Ich schickte der Anwältin die komplette Aufnahme, ein Foto der grauen Mappe und meinen aktuellen Standort.

Dann kopierte ich alles ein zweites Mal auf einen anderen Speicherstick.

Diesen nähte ich tief ins Futter meines Mantels, direkt neben eine schiefe Naht aus blauem Garn.

Die Hintertür führte in den Garten.

Ich rannte barfuß hinaus, genau in dem Moment, als die Scheinwerfer von Viktors Wagen das Tor beleuchteten.

Ich hetzte zwischen den Sträuchern hindurch.

Die Kälte spürte ich nicht.

Ein scharfkantiger Stein schnitt mir in die Fußsohle.

Ich lief trotzdem weiter.

Hinter mir rief jemand meinen Namen.

Dann erschien ein Bus auf der Straße.

Der Fahrer sah mich weinend am Straßenrand stehen und öffnete sofort die Türen.

„Steig ein, Mädchen. Schnell!“

Auf der Polizeiwache übergab ich die versteckte Kamera, die Speichersticks und unseren Ehevertrag.

Die Anwältin hatte die Kopien bereits an die Ermittler weitergeleitet.

Noch in derselben Nacht wurde ein Durchsuchungsbeschluss für Viktors Haus ausgestellt.

Was die Polizei dort fand, war schlimmer, als ich es mir vorgestellt hatte.

Hunderte Aufnahmen.

Zahlungslisten.

Falsche Identitäten.

Verträge, die von verzweifelten Frauen unterschrieben worden waren.

Die Tabletten enthielten ein starkes Beruhigungsmittel.

Viktor hatte seine Opfer damit bewusstlos gemacht und anschließend die Aufnahmen an Kunden verkauft, die sich hinter anonymen Konten versteckten.

Außerdem fand die Polizei eine Metallkiste.

Darin lagen Fotos, Adressen und Daten.

Es waren Informationen über Frauen, die bis zu diesem Tag nicht einmal gewusst hatten, was mit ihnen geschehen war.

Doch eine Sache ließ mir weiterhin keine Ruhe.

Die Telefonnummer meines Vaters.

Nach seiner Operation durfte ich ihn endlich besuchen.

Ich setzte mich zu ihm und fragte:

„Warum hast du mit Viktor telefoniert?“

Mein Vater brach in Tränen aus.

„Er hat mich bedroht“, gestand er.

Ich schwieg.

„Er sagte, er würde eine alte Schuld öffentlich machen und unser ganzes Leben zerstören.
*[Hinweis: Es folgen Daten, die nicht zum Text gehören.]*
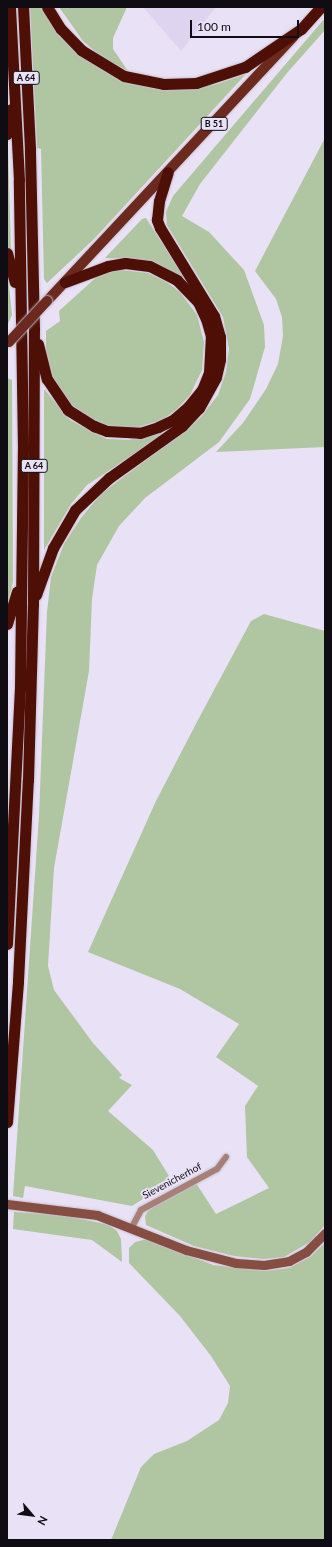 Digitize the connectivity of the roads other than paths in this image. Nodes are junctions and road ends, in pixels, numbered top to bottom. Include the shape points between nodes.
1 (10, 7) edge
2 (22, 7) edge
3 (47, 7) edge
4 (321, 7) edge
5 (301, 29) junction
6 (15, 83) junction
7 (7, 134) edge
8 (168, 172) junction
9 (7, 253) edge
10 (65, 282) junction
11 (34, 329) junction
12 (8, 344) edge
13 (22, 344) junction
14 (22, 565) junction
15 (33, 604) junction
16 (7, 624) edge
17 (7, 944) edge
18 (7, 1122) edge
19 (226, 1157) dead end
20 (10, 1204) edge
21 (132, 1227) junction
22 (325, 1233) edge

1 - 6 highway, A 64
2 - 11 highway, A 64 via 30,149
3 - 5 highway via 61,29 81,50 124,76 164,84 196,83 228,74 245,67
4 - 5 highway, B 51
5 - 8 main road, B 51
6 - 7 highway
6 - 13 highway, A 64
8 - 10 main road, B 51
8 - 15 highway via 159,201 157,220 214,316 220,337 220,359 216,377 199,408 182,426 109,478 75,510 53,548
9 - 13 highway via 14,270
10 - 11 highway via 108,266 125,264 148,266 177,280 198,302 211,336 209,373 202,390 173,420 158,427 140,433 122,433 94,426 68,410 57,396 47,379
10 - 12 main road, B 51, bridge
11 - 15 highway, A 64
13 - 14 highway, A 64
14 - 16 highway via 15,602
14 - 17 highway, A 64 via 20,688
15 - 18 highway, A 64 via 28,780 18,981
19 - 21 street, Sievenicherhof via 217,1168 141,1210
20 - 21 main road via 97,1215
21 - 22 main road via 213,1258 264,1265 289,1261 306,1252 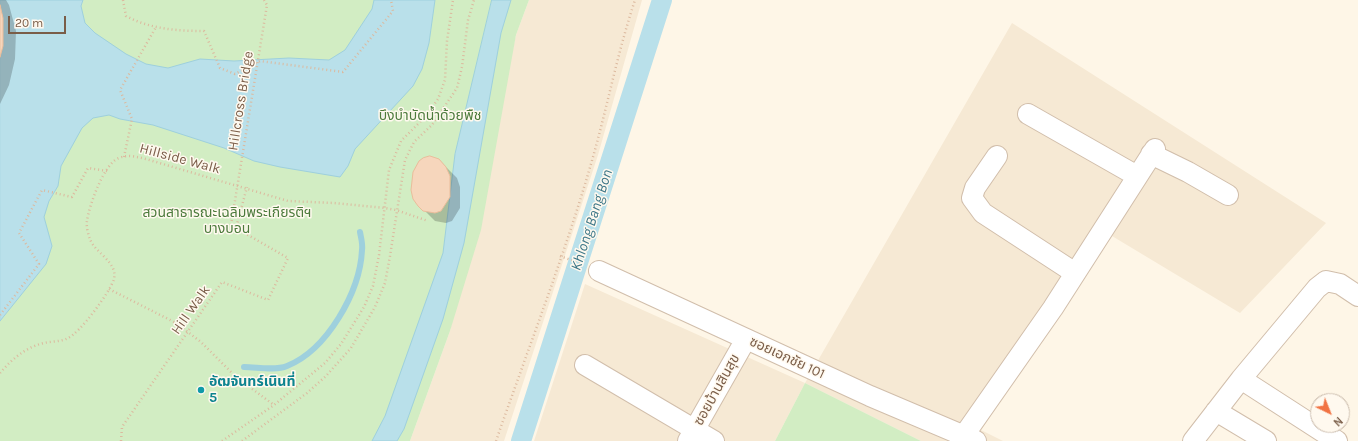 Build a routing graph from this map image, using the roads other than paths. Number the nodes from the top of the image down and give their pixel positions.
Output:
1 (1028, 114) dead end
2 (997, 156) dead end
3 (1137, 176) junction
4 (1228, 195) dead end
5 (599, 271) dead end
6 (1075, 273) junction
7 (1358, 296) edge
8 (746, 339) junction
9 (585, 365) dead end
10 (1241, 379) junction
11 (1216, 411) junction
12 (691, 435) edge
13 (967, 439) edge
14 (714, 441) edge
15 (1193, 441) edge
16 (1266, 441) edge
17 (1337, 441) edge

1 - 3 street
2 - 6 street
3 - 4 street
3 - 6 street
5 - 8 street, ซอยเอกชัย 101
6 - 13 street
7 - 10 street
8 - 12 street, ซอยบ้านสินสุข
8 - 13 street, ซอยเอกชัย 101
9 - 12 street
10 - 11 street
10 - 17 street
11 - 15 street
11 - 16 street
12 - 14 street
Ich dachte wirklich, er wolle dir nur helfen. Von den Kameras wusste ich nichts.“

Als mein Vater erfuhr, was tatsächlich geschehen war, erklärte er sich bereit, gegen Viktor auszusagen.

Viktor Dima wurde am Flughafen festgenommen.

Sein Pass steckte bereits in seiner Tasche.

An seinem Finger trug er noch immer den Ring mit dem grünen Stein.

Er versuchte sich herauszureden.

Behauptete, ich sei seine Ehefrau gewesen und alles sei Teil einer privaten Vereinbarung.

Doch seine eigenen Aufnahmen erzählten eine ganz andere Geschichte.

Unsere Ehe wurde annulliert.

Die Opfer erhielten psychologische Hilfe, medizinische Betreuung und Entschädigungen aus dem beschlagnahmten Vermögen.

Ich behielt meinen Ehering nur aus einem einzigen Grund.

Als Beweis für die Nacht, die ich überlebt hatte.

Monate später kam mein Vater allein zu Fuß von der Post zurück.

In der Hand hielt er einen versiegelten grauen Umschlag.

Darin befanden sich Fotografien einiger Frauen, denen durch die Ermittlungen geholfen worden war.

Ich sah mir jedes einzelne Gesicht an.

Und da begriff ich etwas.

Meine Flucht hatte nicht nur mein eigenes Leben gerettet.

Sie hatte eine Tür geöffnet.

Für Hunderte Frauen, die zuvor keine Stimme gehabt hatten.

In derselben Nacht nahm ich den Vertrag mit in den Garten.

Ich zündete ihn an.

Langsam zerfiel das Papier zu Asche.

Die schwarzen Flocken stiegen in den Nachthimmel.

Leicht.

Frei.

Wie ein Schwarm Vögel, der endlich aus einem Käfig entkommen war.